The British Navy adopted this method of training probably about two hundred and fifty years ago. And for a long, long while, nothing could stand up to British men-of-war, although the odd part of it is, is they were inferior in terms of tonnage and armament. It was just a matter of training, nothing else. Nothing ever threatened the British Navy until the people the British Navy had trained, such as John Paul Jones and so forth, also got some ships.
And the American Navy has followed along fairly well in this tradition until recent years. I don’t know what they’re doing now, but I noticed a young fellow the other day, he was wearing a navy blue raincoat and he had an army second lieutenant bar on the raincoat.
And I said, “Well son,” I said, “what service do you belong to?”
And he said... looked at me strangely and just - I thought he was a bellhop or something, the way a lot of people do - and informed me that he belonged to the US Navy.
And I thought, “Well, I thought maybe you belonged to the nautical branch of the US Army.” The US Army gets very hungry every few decades and has to consolidate into the War Department, the Navy Department. And this lasts until the Navy Department is found to be unworkable in this circumstance, at which time they re-create and separate the Navy Department out.
We think we’re sb modern by having a Department of Defense. That’s what the name “War Department” meant when it was formed, very early. This curious, curious government which has a department called the War Department” which includes the Army, Navy, Marine Corps and Air Force, or anything even vaguely resembling it, has it for a hundred years or something on that order, then creates a Navy Department and separates out the Navy and the Marine Corps and then turns around and re-creates a Department of Defense in order to incorporate the War Department and the Navy Department. This is what is known as involution.
Well, anytime you get training of a repetitive pattern, which is entirely mechanical, which has to do with putting the man in the place and making him go through motions, you’re going to get a certain degree of success. But believe me, you’re not going to get any thinkingness.
Now, anytime you get services mixed up and scrambled up and this and that and so forth, you’ll begin to understand that the people in those services don’t know what the hell they’re doing. I mean, they’re not just stupid, they’re ignorant. But they are well trained. They’re really well trained. The definition of that kind of training is “no change.” So don’t bring out a 20 mm Oerlikon, even though it can shoot 600 rounds a minute, when they’re perfectly satisfied with a muzzle-loading serpentine.
The resistance to change, then, goes up, to the degree that an individual is trained on the procedure I’ve just mentioned. Resistance to change goes up, to the degree that the individual has been trained into “no change.” And we get these two factors combining and we find therein that the last way we want to train an auditor is so he won’t think and won’t change. Because what the auditor is being trained to do is to produce a change in the preclear. And if the auditor can’t change, believe me, the preclear never will.

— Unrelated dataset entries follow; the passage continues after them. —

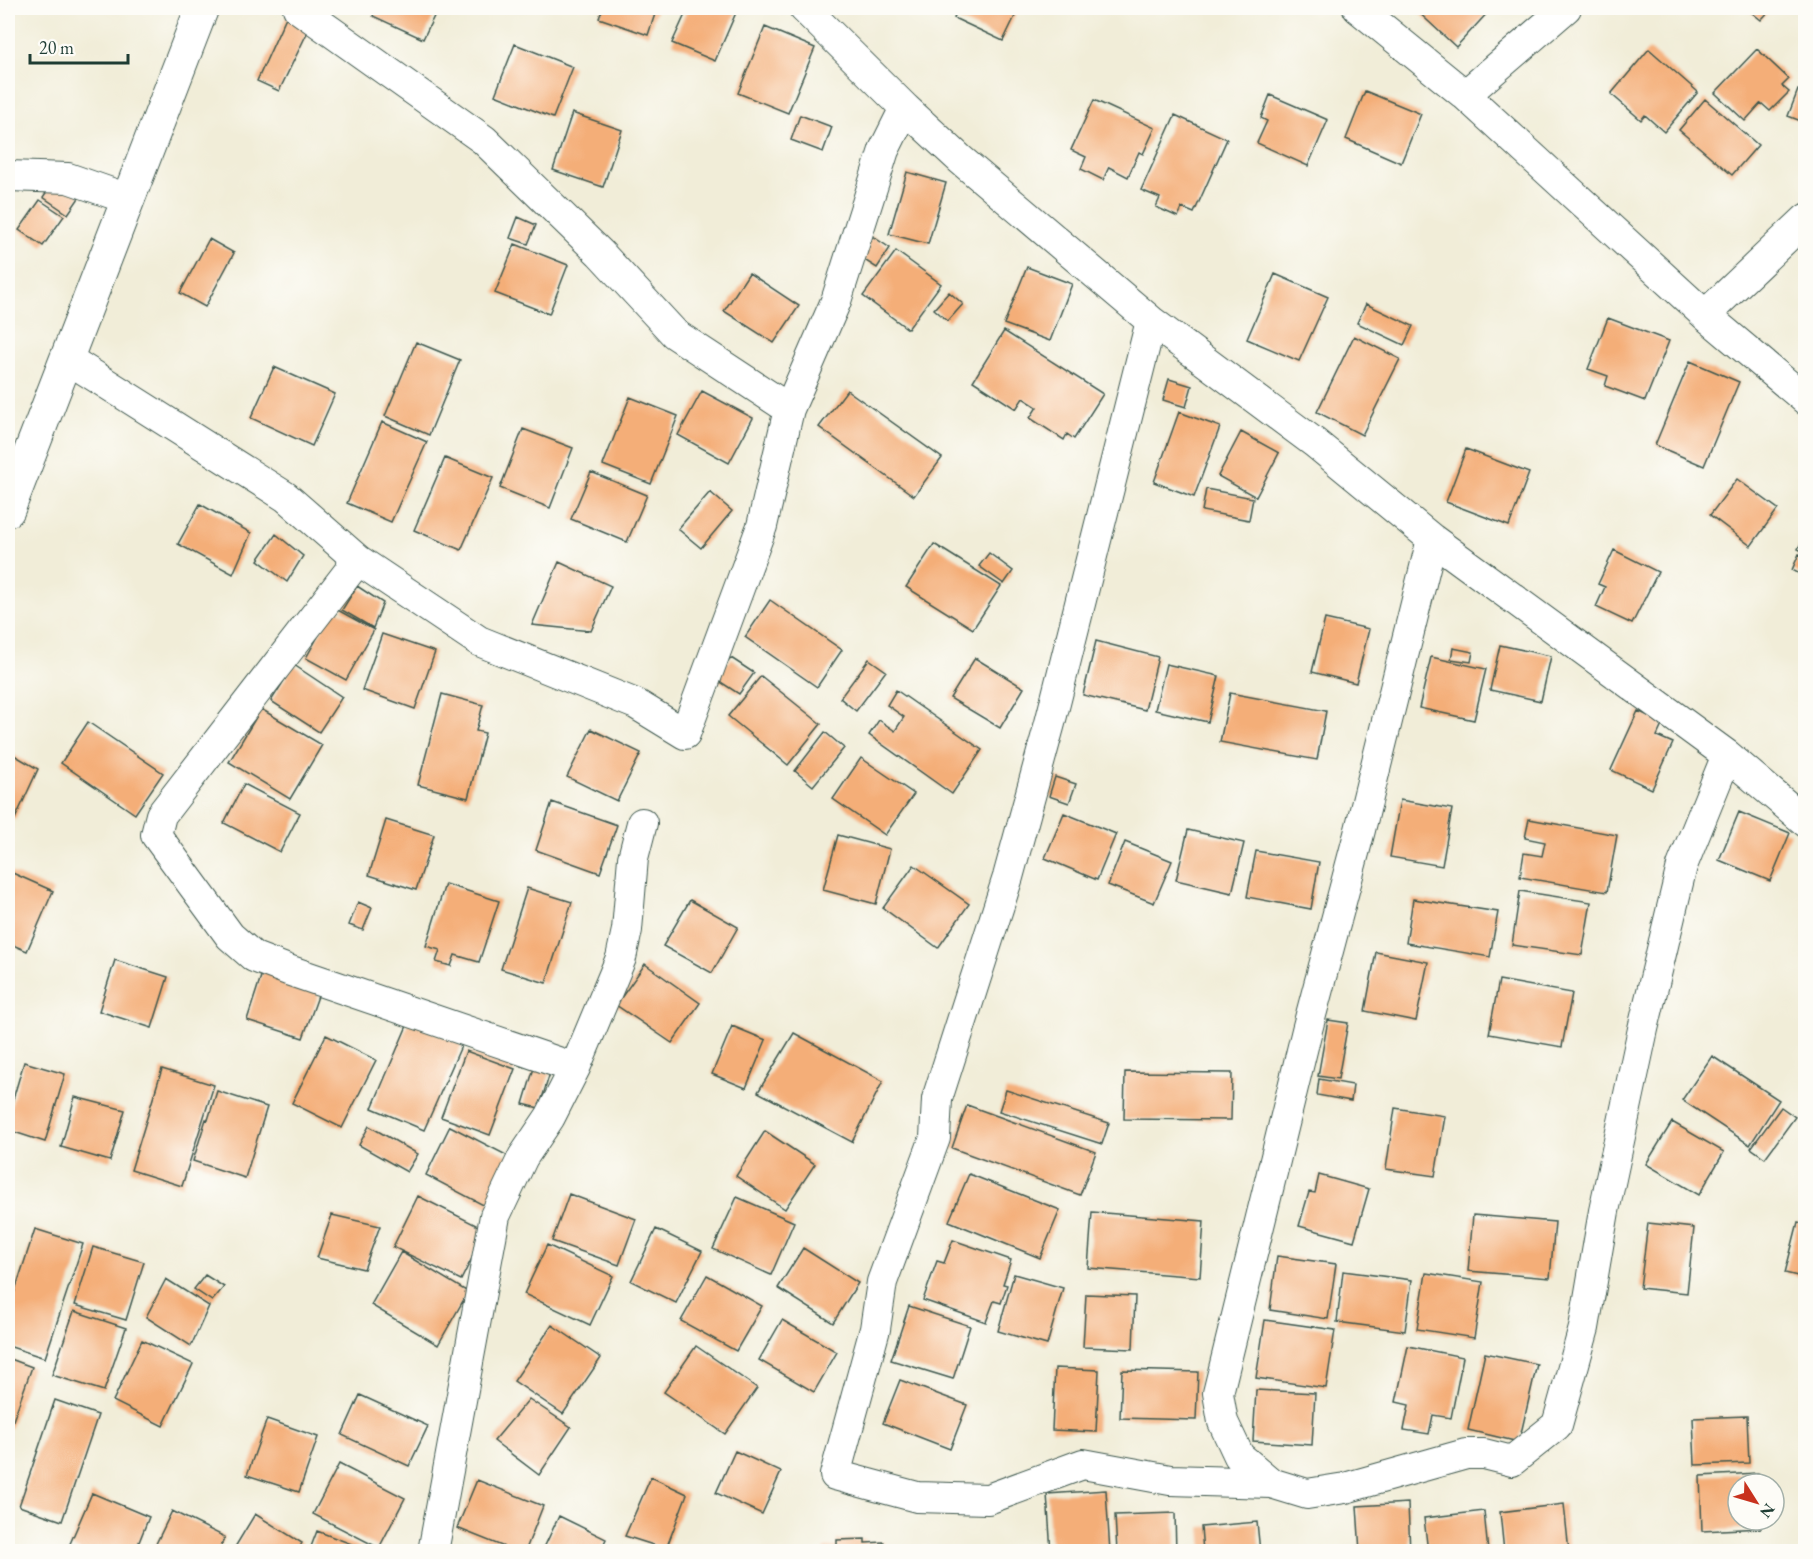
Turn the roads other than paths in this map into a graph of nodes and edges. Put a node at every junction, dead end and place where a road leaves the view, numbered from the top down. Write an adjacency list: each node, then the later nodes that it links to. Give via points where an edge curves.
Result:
1 (202, 8): 9 (main road)
2 (298, 8): 15 (street, via 484,140 600,253 675,334)
3 (804, 8): 7 (street)
4 (1358, 8): 6 (street)
5 (1566, 8): 6 (street)
6 (1465, 95): 11 (street)
7 (905, 108): 12 (street, via 1019,211); 15 (street, via 884,150 836,301)
8 (8, 177): 9 (street, via 68,178)
9 (128, 199): 13 (main road)
10 (1806, 219): 11 (street)
11 (1705, 315): 14 (street)
12 (1151, 321): 17 (street, via 1315,443); 23 (street, via 1008,877 937,1099 935,1138 882,1282 875,1329 835,1475 917,1497 988,1499 1083,1464 1170,1480)
13 (66, 358): 16 (main road); 18 (street, via 286,497)
14 (1806, 400)
15 (789, 410): 18 (street, via 762,526 685,734 636,704 479,641)
16 (8, 510)
17 (1432, 539): 19 (street); 23 (street, via 1218,1393 1223,1422 1239,1456)
18 (358, 560): 22 (street, via 161,815 156,835 230,936 254,957)
19 (1727, 755): 20 (street); 23 (street, via 1682,866 1606,1200 1584,1328 1557,1425 1512,1461 1466,1454 1346,1488 1307,1494)
20 (1806, 822)
21 (642, 823): 22 (street, via 633,858 621,958)
22 (575, 1068): 24 (street, via 550,1117 523,1157 495,1216)
23 (1271, 1482)
24 (433, 1551)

So our training must have some happy medium between reestablishing a complete freedom and autonomy on the part of an auditor - which in itself, by the way, is not too desirable, since he will never have anything where he can sit back and relax and let the wheels spin for a little while, you know? There is that. And if you don’t give him that, why, you’ve made him be original and made him look every day and so forth. And let’s be a little practical and realize that as the techniques approach a higher level of workability and the common denominators are more easily understood and seen, that the auditor has less and less problem, actually, with the idiosyncrasies of the preclear’s case.
And, as such, then, you should strike some medium which permits the auditor to sit back on training you have given him. So you’d better give him some training of the type which just simply grinds it out. Complete autonomy is not desirable. And complete slavery and complete rigidity is alike not desirable.
And so, somewhere between these two, we have to solve the problem of the education of an auditor. I am told, although I have no proof for it and never in the past have I attended one of their schools, that the Jesuit Order prided itself on educating an individual without yet breaking his pride. And I suppose that their ability to do this had some foundation in the very toughness of the Jesuit Order itself. The order was so thoroughly tough that it, at length, became a threat to the entire Catholic Church and was banished.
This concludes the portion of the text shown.